Aqua Follies, Liv Rancourt
Genre: Romance, LGBTQIA
I loved this story, a great read, bringing in a very real feel of life in the fifties.
I was born at the very tail end of the fifties, but from my parents conversations about what they’d done this tale felt perfectly suited to the era.
Even in the sixties there was an emphasis on going out for entertainment. TV was limited, we didn’t have one like many families until i was maybe 9 or 10, and even then it was limited- no 24 hr TV, only two channels, definitely no daytime TV so we had to do things, not sit indoors. Carnivals, festivals etc all took place in the tiniest of villages even, with everyone turning out for what was a break from the usual work, home, sleep routine. As kids we were involved too so a festival like Aqua Follies which wouldn’t get off the ground now would have been high profile for many people. Liv does a terrific job or bringing that era to light.

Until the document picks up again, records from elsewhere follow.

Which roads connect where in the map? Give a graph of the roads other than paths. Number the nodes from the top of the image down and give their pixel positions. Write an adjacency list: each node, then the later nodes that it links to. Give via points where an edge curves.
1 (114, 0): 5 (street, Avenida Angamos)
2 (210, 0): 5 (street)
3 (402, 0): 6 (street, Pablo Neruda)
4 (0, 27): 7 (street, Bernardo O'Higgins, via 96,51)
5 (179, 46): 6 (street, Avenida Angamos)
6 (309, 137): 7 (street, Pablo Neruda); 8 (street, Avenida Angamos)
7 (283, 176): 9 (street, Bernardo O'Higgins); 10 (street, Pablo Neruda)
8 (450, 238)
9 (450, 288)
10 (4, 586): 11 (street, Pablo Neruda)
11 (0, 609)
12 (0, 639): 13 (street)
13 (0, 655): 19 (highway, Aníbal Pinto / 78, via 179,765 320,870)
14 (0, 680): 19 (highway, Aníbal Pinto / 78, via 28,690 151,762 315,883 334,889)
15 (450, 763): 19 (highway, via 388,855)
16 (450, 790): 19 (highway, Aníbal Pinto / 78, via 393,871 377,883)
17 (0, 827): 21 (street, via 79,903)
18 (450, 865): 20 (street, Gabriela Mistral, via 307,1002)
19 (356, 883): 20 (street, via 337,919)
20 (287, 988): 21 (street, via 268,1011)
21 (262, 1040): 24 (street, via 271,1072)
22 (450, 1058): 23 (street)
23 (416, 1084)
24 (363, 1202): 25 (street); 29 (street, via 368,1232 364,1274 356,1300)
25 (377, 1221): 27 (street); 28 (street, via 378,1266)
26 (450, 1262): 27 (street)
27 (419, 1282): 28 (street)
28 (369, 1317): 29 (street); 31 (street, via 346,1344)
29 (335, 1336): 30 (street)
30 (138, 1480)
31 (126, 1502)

Of course that makes it all sound like utopia, sunbeams and rainbows when it was anything but. Some of us lurked outside events, lacking the entry fee, trying to soak up a bit of atmosphere from the distance. There wasn’t parental leave, childcare etc in jobs so we were bundled off to others or left to roam when parents were working. It was work or starve, pay the rent or out, and Human Rights Act was a far off dream…

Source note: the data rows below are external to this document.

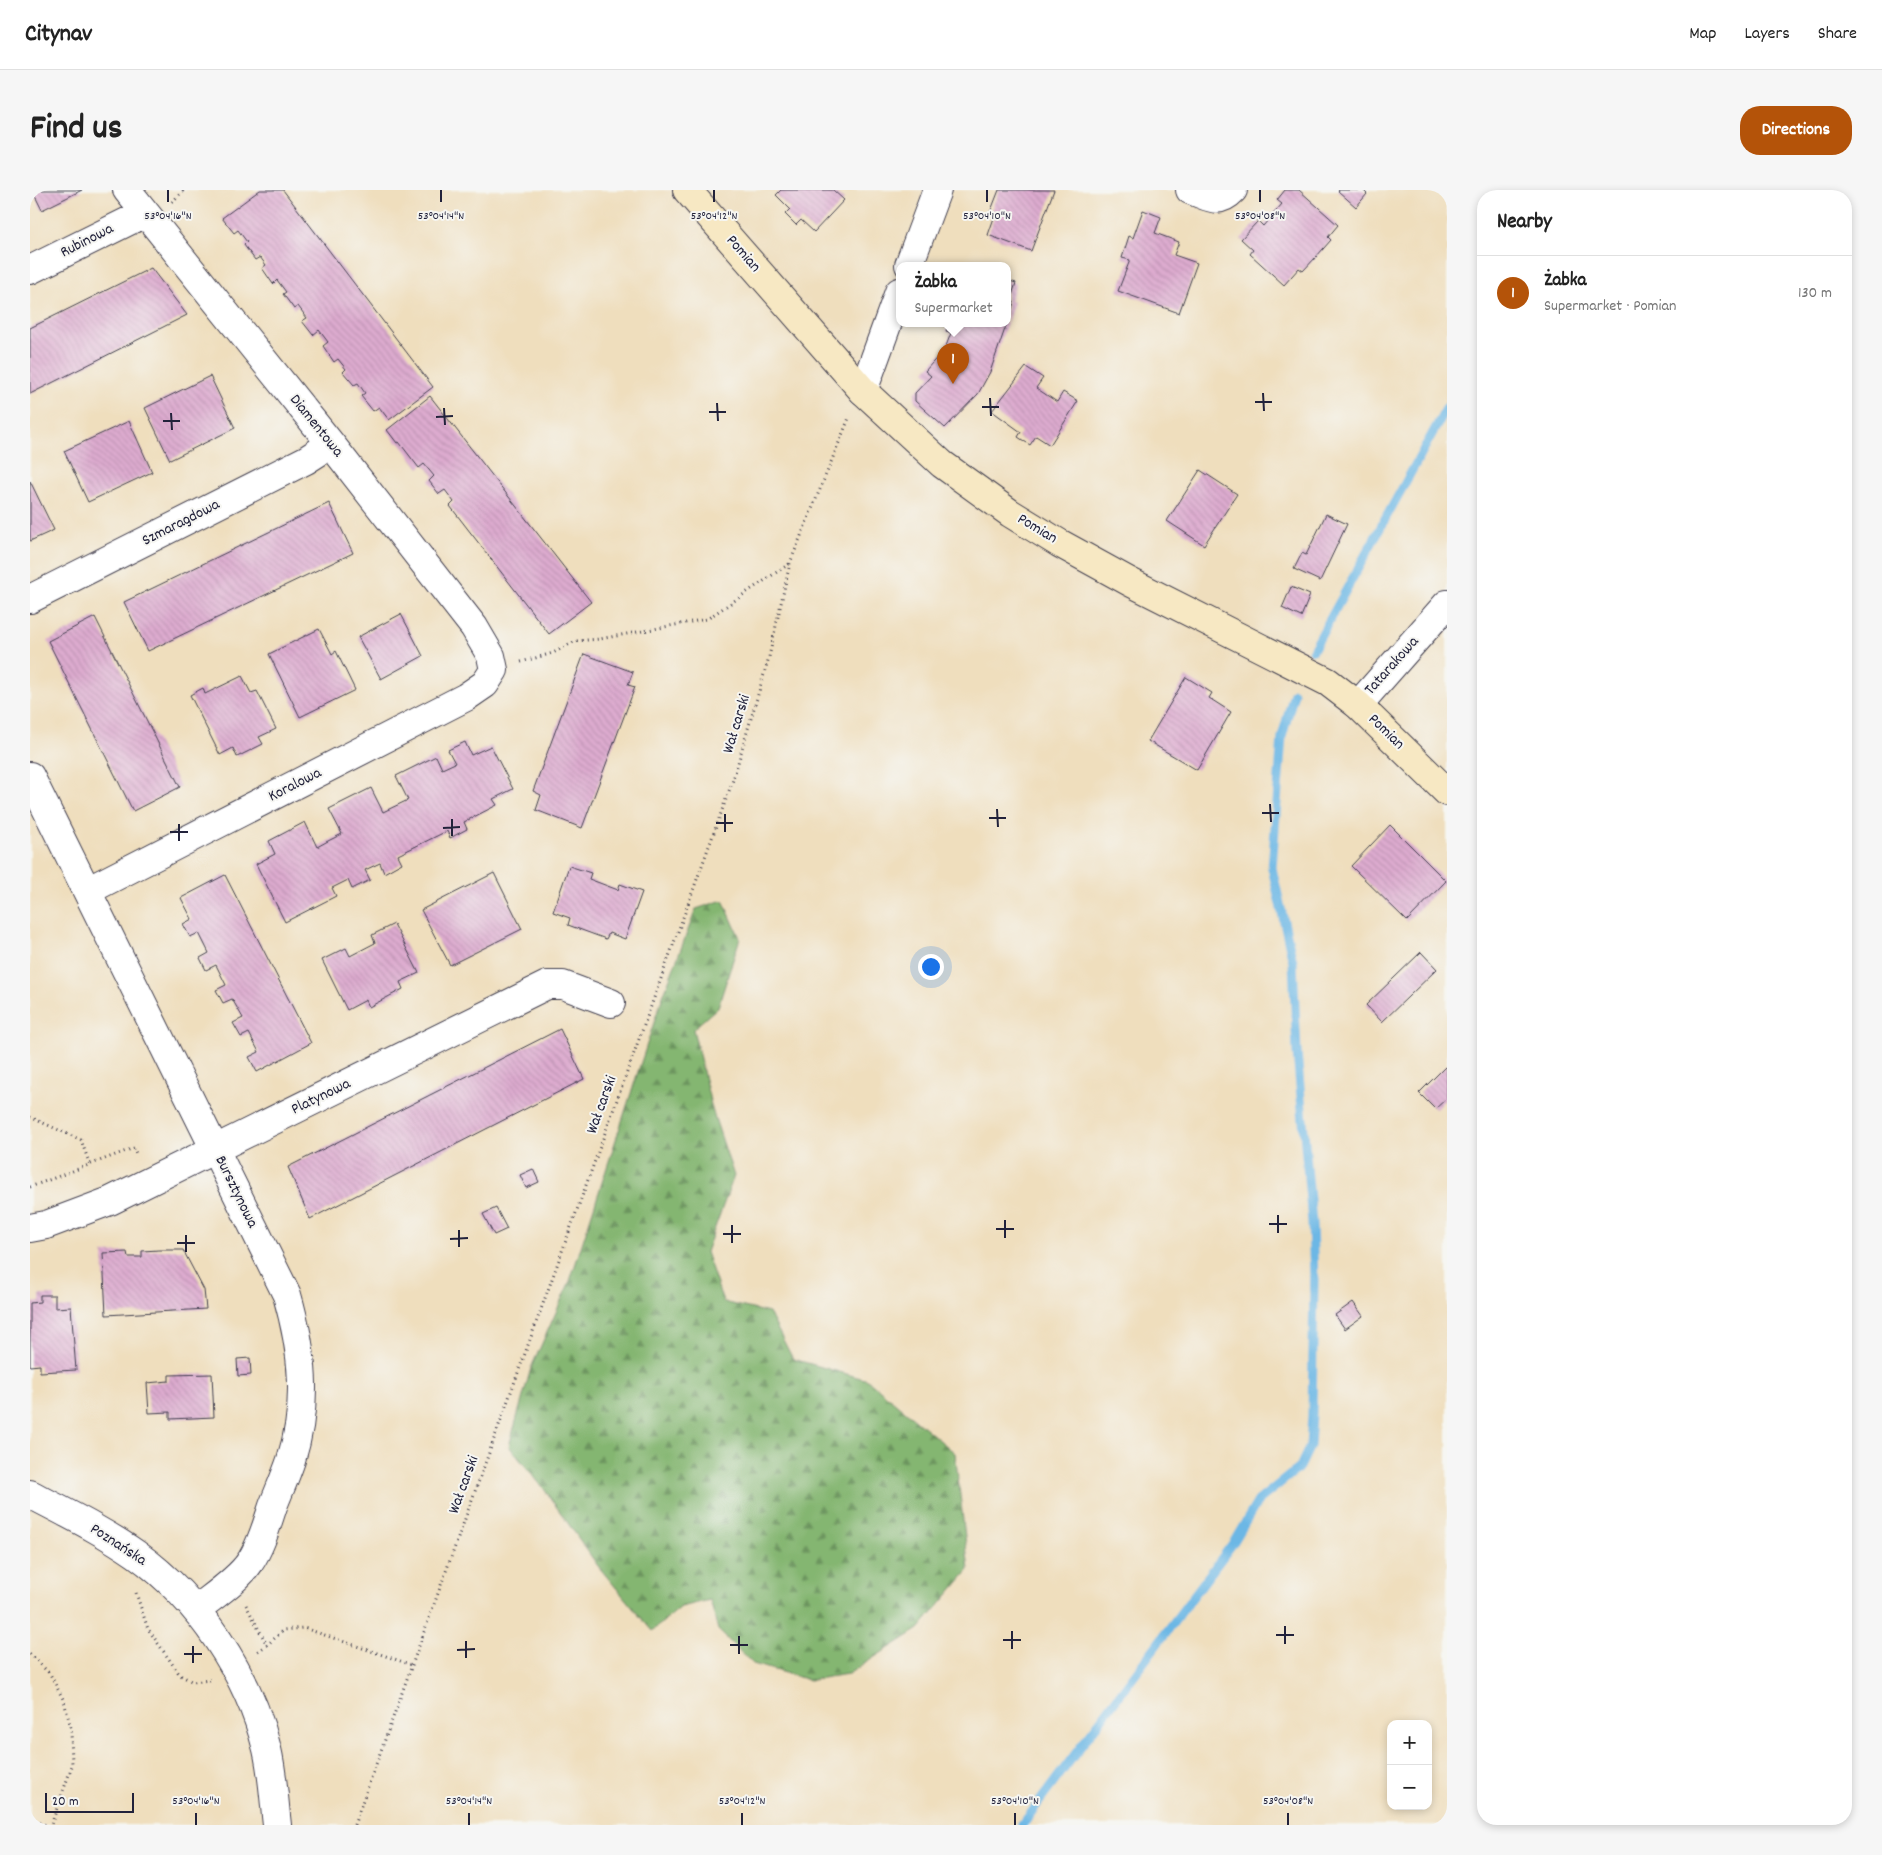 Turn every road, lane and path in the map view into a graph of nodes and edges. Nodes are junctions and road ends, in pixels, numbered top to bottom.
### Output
1 (127, 190) edge
2 (687, 190) edge
3 (937, 190) edge
4 (1190, 190) edge
5 (1233, 190) edge
6 (145, 212) junction
7 (910, 262) edge
8 (30, 270) edge
9 (896, 300) edge
10 (863, 391) junction
11 (331, 444) junction
12 (790, 563) junction
13 (30, 599) edge
14 (1447, 604) edge
15 (494, 670) junction
16 (1358, 705) junction
17 (30, 776) edge
18 (1447, 792) edge
19 (88, 891) junction
20 (611, 1003) dead end
21 (30, 1117) edge
22 (215, 1150) junction
23 (90, 1166) junction
24 (168, 1173) junction
25 (30, 1187) edge
26 (30, 1228) edge
27 (30, 1494) edge
28 (136, 1590) dead end
29 (196, 1610) junction
30 (267, 1646) dead end
31 (30, 1654) edge
32 (412, 1665) junction
33 (205, 1673) dead end
34 (30, 1819) edge
35 (46, 1825) edge
36 (51, 1825) edge
37 (277, 1825) edge
38 (354, 1825) edge

1 - 6 street, Diamentowa
2 - 10 street, Pomian
3 - 7 street
4 - 5 street
6 - 8 street, Rubinowa
6 - 11 street, Diamentowa
9 - 10 street
10 - 12 path, Wał carski
10 - 16 street, Pomian
11 - 13 street, Szmaragdowa
11 - 15 street, Diamentowa
12 - 15 path
12 - 32 path, Wał carski
14 - 16 street, Tatarakowa
15 - 19 street, Koralowa
16 - 18 street, Pomian
17 - 19 street, Bursztynowa
19 - 22 street, Bursztynowa
20 - 22 street, Platynowa
21 - 23 path
22 - 24 street, Platynowa
22 - 29 street, Bursztynowa
23 - 24 path
23 - 25 path
24 - 26 street, Platynowa
27 - 29 street, Poznańska
28 - 33 path
29 - 37 street, Poznańska
30 - 32 path
31 - 36 path
32 - 38 path, Wał carski
34 - 35 path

Life was tough if you were ordinary, toed the line, conformed, but if you dared to want a same sex relationship – woe is you….Still illegal back then. ( I’m not really sure when that changed, need to have a look at that) It was awful and guys like Russel didn’t even want to admit to themsleves they liked other men.
Its so sad, that pressure to conform, to stay safe and legal led to many marrying when there was no way they’d be fully happy. Russel certainly wouldn’t be and poor Susie, having a husband that doesn’t really love her. Sooner or later she’d realise that, and that’s what happened to so many couples, marrying to hide they really wanted a same sex relationship, but brought up to think it was perverted, against the Church, and risking prison if caught.
We’re a weird, judgmental group us humans.
I loved Russel and Skip. Skip’s sure in his desires for men, has found a group and places where he’s reasonably safe, but of course the police were given a pretty free rein then and he’s got one that keeps a close eye on him, never missing a chance to nip, berate, harass him.
Police brutality and harassment wasn’t recognised then so Skip had to just try to keep out of his way.
I loved Skip’s mum, in a sanitorium with TB, as happened to many then. The Fresh Air stance is very true, there was one near where I live and the huts were left open on one side all year round believing that it helped the lungs. Must have been pretty cold in winter!
When Skip is worried about being convicted, even if its a fine and caution he rightly says he’ll find it hard to get work. Who wants someone with a sex caution teaching music to their kids, joining their orchestra, working in their firm and of course without income he wouldn’t have anywhere to live, even if he could get a landlord to rent to someone with that on their record.
The world was a different place then, though some things seem good, there were things like this that made it a hard place for so many.
Russel, he sort of thinks he’s happy with Susie, there’s no grand passion but he has nothing to contrast with how he feels so he think that’s normal.
He knows his mum has been withdrawn after his brother died in Service, and he thinks it will make her happy if he gets married,so he’s planning to ask Susie to marry him – til he sees Skip. One look and he’s hooked, one word and he knows what he has with Susie isn’t Love.
What happens now though? What will they do, can they do living so far apart, when men cannot live openly with, be in a relationship with other men.
Is there a way through or are they a doomed, never to be together couple. And can he settle for Susie if that’s so?
Reading through the blurb I saw this was edited by KJ Charles, one of my favourite M/M authors – actually The favourite, she’s my number one for that genre, and it made me wonder if she had much influence over this book.
At the end reading through Liv’s explanations of how this book came to be she’s had the input of many people and it reminded me of the “it takes a village to raise a child” phrase. Maybe it takes a Team to raise a successful book.
Certainly its worked well this time, and its a great author who listens to critics, and shapes the story while still keeping it essentially the one they had in mind. You can please some readers some of the time and all that….
Stars: five, an enjoyable read, taking me back to a time when homosexuality was still illegal, still seen as perverted.